== Exercise directions ==
Exact reproduction required: the lines below from the line with "Which roads connect" to the line with "Build a routing", both ends included, and no others.

== Stored items ==
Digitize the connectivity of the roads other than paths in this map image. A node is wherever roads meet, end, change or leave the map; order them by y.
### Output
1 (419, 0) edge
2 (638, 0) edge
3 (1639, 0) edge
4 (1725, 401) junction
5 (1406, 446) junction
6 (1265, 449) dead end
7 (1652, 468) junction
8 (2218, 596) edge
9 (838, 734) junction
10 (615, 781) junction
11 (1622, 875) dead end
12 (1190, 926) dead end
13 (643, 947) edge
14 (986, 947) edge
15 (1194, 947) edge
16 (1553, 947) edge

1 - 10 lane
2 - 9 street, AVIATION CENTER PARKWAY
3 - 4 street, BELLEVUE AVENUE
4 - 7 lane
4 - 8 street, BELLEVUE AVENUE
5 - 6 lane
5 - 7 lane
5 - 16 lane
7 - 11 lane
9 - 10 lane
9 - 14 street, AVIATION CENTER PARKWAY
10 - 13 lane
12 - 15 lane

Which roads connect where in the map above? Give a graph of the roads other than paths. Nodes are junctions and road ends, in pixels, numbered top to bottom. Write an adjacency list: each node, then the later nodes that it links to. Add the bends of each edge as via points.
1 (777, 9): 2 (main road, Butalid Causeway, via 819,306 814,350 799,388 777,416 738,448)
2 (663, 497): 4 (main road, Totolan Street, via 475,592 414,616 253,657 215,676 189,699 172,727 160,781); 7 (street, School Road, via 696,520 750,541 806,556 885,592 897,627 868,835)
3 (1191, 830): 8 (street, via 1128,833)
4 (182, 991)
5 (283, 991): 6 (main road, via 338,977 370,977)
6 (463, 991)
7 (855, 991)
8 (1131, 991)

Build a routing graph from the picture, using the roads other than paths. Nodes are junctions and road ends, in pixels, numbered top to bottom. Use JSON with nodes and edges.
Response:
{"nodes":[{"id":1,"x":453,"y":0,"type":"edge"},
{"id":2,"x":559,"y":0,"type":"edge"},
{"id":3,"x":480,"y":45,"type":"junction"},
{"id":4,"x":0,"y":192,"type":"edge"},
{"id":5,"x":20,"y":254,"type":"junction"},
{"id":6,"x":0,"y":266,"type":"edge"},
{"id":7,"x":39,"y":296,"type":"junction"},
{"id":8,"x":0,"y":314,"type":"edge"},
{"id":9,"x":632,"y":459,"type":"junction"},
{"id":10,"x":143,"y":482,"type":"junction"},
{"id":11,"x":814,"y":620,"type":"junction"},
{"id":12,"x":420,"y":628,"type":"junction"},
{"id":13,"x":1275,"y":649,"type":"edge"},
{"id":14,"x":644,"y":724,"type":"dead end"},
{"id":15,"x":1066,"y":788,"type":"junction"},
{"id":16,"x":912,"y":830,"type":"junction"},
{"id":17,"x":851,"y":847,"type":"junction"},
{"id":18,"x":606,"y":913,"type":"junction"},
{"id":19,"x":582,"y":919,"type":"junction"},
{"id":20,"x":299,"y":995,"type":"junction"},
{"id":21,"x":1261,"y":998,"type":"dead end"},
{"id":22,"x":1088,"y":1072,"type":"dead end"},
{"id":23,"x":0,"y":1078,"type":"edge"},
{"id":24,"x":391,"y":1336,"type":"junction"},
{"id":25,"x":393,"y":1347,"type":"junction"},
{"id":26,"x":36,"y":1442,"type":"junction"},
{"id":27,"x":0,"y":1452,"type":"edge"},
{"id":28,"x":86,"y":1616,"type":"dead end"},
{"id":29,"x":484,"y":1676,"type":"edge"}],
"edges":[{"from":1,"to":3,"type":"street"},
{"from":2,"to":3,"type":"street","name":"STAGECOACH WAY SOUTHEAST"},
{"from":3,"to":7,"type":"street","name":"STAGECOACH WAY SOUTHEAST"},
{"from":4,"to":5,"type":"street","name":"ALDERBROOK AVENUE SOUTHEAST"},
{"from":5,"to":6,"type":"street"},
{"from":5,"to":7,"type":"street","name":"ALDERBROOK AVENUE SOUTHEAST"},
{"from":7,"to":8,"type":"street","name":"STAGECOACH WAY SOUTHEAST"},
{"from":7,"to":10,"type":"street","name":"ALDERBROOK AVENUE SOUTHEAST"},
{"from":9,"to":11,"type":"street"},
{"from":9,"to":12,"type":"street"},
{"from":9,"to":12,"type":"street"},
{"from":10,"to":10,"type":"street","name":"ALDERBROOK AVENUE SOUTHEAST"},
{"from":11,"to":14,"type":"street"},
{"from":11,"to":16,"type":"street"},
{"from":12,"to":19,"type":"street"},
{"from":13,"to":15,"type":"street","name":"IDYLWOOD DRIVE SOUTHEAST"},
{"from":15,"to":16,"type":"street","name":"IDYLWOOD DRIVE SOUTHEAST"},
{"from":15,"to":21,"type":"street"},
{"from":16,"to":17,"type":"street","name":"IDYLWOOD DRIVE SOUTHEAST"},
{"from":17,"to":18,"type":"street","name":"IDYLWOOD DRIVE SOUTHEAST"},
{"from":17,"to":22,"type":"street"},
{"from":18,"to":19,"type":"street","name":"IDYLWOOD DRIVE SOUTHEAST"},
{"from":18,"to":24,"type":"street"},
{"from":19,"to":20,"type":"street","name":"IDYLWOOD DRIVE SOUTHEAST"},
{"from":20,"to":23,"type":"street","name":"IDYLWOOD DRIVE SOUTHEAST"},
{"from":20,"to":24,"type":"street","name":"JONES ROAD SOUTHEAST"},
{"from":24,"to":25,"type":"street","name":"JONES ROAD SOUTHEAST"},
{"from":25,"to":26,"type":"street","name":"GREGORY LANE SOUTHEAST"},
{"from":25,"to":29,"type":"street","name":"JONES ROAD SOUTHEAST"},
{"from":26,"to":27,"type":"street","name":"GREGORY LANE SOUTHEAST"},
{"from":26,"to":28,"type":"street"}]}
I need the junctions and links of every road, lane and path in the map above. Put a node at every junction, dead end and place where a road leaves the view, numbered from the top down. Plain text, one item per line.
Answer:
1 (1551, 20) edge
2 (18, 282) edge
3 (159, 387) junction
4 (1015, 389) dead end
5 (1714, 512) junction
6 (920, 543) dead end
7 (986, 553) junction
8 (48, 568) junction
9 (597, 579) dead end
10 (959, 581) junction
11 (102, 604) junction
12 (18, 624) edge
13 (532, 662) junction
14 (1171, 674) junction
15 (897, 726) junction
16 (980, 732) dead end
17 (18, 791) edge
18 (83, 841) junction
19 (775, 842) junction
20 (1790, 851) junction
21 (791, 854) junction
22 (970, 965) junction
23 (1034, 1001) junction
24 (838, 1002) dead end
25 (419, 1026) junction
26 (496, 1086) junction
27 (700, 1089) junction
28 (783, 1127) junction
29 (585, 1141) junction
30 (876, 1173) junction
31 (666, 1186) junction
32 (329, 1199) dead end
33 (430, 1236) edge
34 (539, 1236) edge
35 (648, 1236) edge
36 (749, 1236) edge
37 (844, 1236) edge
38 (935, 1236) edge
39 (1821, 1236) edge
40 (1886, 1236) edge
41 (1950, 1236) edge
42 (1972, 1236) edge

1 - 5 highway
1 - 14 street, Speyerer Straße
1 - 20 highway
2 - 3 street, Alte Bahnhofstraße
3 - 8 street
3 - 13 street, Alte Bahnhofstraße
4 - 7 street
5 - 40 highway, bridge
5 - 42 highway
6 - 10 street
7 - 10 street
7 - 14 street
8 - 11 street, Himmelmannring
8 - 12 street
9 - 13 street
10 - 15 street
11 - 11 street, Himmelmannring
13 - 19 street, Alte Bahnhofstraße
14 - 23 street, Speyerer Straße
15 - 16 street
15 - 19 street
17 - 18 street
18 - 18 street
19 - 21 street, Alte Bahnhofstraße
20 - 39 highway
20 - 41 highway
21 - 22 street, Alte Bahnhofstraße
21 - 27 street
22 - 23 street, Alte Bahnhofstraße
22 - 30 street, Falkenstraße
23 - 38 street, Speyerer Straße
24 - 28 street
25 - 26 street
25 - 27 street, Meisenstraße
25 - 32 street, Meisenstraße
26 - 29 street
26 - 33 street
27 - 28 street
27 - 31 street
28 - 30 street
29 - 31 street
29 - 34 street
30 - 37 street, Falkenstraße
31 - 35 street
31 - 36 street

== Solved problem ==
Which roads connect where in the map above? Give a graph of the roads other than paths. Nodes are junctions and road ends, in pixels, numbered top to bottom. Write an adjacency list: each node, then the later nodes that it links to. Add the bends of each edge as via points.
1 (777, 9): 2 (main road, Butalid Causeway, via 819,306 814,350 799,388 777,416 738,448)
2 (663, 497): 4 (main road, Totolan Street, via 475,592 414,616 253,657 215,676 189,699 172,727 160,781); 7 (street, School Road, via 696,520 750,541 806,556 885,592 897,627 868,835)
3 (1191, 830): 8 (street, via 1128,833)
4 (182, 991)
5 (283, 991): 6 (main road, via 338,977 370,977)
6 (463, 991)
7 (855, 991)
8 (1131, 991)

Build a routing graph from the picture, using the roads other than paths. Nodes are junctions and road ends, in pixels, numbered top to bottom. Use JSON with nodes and edges.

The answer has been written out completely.